'''

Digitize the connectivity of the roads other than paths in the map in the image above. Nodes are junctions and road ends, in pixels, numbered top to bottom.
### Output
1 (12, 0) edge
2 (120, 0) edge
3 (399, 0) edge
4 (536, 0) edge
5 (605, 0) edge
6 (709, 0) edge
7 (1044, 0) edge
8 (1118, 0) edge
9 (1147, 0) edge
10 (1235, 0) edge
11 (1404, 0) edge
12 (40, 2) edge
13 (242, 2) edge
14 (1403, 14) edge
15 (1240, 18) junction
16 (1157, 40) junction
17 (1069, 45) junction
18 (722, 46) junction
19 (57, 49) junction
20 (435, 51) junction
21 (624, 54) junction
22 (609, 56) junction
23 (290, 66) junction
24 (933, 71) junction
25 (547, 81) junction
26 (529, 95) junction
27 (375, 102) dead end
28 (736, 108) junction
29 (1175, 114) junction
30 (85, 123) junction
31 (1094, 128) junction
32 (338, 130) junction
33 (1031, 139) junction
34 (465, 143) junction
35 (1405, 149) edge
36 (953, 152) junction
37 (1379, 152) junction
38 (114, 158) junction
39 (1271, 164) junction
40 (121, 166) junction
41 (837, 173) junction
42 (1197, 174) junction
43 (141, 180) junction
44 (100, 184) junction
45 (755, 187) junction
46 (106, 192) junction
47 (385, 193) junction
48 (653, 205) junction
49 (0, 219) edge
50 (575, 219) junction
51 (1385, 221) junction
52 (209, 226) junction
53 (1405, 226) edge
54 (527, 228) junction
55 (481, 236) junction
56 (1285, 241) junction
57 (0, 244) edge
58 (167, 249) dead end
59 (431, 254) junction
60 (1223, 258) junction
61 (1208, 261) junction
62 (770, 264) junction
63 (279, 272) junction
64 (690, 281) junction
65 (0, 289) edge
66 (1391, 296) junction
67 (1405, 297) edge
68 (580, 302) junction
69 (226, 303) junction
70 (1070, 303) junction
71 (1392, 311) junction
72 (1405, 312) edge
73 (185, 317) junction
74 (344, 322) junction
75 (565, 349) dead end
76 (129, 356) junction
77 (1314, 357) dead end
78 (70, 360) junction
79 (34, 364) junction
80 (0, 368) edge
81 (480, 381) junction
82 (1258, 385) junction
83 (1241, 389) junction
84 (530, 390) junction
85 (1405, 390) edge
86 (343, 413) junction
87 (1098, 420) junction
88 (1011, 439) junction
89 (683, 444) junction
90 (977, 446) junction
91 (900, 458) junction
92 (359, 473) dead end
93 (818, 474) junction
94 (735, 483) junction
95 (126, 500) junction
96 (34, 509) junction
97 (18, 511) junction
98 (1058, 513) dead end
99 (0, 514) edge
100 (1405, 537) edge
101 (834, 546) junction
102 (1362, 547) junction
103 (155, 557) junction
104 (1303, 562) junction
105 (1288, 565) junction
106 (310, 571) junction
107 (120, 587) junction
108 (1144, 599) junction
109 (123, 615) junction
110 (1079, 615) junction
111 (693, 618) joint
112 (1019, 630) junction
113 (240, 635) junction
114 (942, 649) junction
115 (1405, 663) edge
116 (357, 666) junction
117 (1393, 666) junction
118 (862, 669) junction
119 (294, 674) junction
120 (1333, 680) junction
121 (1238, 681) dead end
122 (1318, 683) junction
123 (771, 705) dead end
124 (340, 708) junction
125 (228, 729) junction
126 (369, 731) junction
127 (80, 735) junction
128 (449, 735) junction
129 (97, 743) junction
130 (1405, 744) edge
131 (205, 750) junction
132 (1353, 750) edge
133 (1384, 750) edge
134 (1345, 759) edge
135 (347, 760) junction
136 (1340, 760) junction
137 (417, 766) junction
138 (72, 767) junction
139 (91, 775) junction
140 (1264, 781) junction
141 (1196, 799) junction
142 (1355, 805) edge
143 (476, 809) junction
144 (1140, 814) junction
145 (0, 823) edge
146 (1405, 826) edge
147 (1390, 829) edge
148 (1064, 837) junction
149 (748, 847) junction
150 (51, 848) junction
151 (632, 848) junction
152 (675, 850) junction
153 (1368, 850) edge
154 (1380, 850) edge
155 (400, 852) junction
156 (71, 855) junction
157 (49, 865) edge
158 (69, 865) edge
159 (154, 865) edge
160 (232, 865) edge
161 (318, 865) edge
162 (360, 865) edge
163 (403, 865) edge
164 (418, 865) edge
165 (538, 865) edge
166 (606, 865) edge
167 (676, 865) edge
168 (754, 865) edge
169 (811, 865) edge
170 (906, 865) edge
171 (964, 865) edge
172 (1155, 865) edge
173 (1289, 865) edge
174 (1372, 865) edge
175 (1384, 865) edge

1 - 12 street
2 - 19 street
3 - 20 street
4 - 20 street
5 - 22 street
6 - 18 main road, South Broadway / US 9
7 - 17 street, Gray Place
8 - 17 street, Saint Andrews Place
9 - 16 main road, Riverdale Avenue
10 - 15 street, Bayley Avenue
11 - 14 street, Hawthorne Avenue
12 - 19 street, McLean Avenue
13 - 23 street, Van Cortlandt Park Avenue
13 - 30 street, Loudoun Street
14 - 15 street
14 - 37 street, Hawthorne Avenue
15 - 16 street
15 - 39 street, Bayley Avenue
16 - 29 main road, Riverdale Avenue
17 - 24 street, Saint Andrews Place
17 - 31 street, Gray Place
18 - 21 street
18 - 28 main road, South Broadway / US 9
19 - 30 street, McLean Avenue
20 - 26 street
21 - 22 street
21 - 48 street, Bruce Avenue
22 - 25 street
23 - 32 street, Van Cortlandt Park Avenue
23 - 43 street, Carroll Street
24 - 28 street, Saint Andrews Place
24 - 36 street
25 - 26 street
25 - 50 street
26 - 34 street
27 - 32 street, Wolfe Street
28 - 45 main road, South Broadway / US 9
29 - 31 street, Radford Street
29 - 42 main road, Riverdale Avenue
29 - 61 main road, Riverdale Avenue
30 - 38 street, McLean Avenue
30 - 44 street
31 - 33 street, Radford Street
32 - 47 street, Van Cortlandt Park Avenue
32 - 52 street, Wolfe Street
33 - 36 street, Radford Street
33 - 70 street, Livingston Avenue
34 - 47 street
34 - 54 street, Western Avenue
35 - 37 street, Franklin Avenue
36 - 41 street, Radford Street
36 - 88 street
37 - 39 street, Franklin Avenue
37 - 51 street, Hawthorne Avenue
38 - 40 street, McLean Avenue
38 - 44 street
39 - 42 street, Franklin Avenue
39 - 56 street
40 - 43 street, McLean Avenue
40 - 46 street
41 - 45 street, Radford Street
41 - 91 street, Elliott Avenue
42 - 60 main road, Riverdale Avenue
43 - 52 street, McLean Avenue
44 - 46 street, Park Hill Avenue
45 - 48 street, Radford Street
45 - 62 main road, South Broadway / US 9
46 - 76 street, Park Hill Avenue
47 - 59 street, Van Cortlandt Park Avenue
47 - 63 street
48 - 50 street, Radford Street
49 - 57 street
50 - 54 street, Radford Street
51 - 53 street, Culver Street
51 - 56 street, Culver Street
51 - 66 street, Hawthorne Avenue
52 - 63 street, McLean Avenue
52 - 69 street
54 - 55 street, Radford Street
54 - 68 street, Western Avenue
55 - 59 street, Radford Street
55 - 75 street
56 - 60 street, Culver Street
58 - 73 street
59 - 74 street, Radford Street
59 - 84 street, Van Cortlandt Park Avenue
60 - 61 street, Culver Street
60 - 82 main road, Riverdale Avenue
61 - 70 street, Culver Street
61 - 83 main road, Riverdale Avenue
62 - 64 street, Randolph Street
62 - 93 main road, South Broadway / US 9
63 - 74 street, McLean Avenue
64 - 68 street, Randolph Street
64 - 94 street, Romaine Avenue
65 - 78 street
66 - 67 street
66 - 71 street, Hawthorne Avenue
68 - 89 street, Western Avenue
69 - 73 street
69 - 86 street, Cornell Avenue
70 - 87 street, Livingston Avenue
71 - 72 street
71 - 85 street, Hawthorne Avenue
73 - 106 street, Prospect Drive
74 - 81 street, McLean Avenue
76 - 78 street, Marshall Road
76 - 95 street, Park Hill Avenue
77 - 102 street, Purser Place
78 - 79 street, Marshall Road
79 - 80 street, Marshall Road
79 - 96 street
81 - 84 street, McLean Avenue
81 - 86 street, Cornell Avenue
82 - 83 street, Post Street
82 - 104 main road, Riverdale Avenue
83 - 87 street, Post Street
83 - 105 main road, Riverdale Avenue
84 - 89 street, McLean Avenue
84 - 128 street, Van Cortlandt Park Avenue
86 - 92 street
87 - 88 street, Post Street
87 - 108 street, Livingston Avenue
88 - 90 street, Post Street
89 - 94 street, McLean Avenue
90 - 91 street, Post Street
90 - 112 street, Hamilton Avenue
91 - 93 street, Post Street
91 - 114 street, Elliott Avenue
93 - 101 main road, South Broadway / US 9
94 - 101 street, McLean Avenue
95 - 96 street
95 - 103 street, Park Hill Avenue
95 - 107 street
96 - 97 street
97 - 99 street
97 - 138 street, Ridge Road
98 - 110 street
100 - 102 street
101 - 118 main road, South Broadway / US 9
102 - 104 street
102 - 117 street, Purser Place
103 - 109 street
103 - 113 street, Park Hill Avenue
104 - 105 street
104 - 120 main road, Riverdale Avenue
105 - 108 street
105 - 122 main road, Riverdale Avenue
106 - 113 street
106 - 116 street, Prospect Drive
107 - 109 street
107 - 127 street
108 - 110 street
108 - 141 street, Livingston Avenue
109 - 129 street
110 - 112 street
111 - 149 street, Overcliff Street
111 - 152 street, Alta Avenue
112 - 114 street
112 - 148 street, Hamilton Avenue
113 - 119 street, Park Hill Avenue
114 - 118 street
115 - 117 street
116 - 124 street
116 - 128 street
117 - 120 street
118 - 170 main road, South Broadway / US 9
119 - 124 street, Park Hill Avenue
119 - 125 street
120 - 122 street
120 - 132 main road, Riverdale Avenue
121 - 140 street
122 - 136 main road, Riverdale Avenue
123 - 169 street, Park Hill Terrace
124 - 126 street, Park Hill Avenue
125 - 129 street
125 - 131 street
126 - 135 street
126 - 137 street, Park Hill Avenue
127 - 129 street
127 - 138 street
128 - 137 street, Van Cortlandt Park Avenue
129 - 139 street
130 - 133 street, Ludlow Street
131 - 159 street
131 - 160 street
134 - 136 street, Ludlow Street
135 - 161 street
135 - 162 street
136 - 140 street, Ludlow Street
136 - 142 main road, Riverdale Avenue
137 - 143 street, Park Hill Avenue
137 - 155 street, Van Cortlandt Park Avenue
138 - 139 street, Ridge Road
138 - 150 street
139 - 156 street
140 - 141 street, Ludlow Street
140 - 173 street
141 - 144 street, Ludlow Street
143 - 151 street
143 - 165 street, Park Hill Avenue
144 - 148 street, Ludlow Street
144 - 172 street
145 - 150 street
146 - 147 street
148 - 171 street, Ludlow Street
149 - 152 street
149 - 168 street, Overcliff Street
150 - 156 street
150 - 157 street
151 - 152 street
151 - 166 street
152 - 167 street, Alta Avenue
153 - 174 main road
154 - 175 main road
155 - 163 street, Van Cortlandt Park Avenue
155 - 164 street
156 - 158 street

'''

* _EXERCISE DIRECTIONS_
How many lines of the listing contain the word "dead"? Reply with only the number.

* _OUTPUT FOR THIS EXERCISE_
8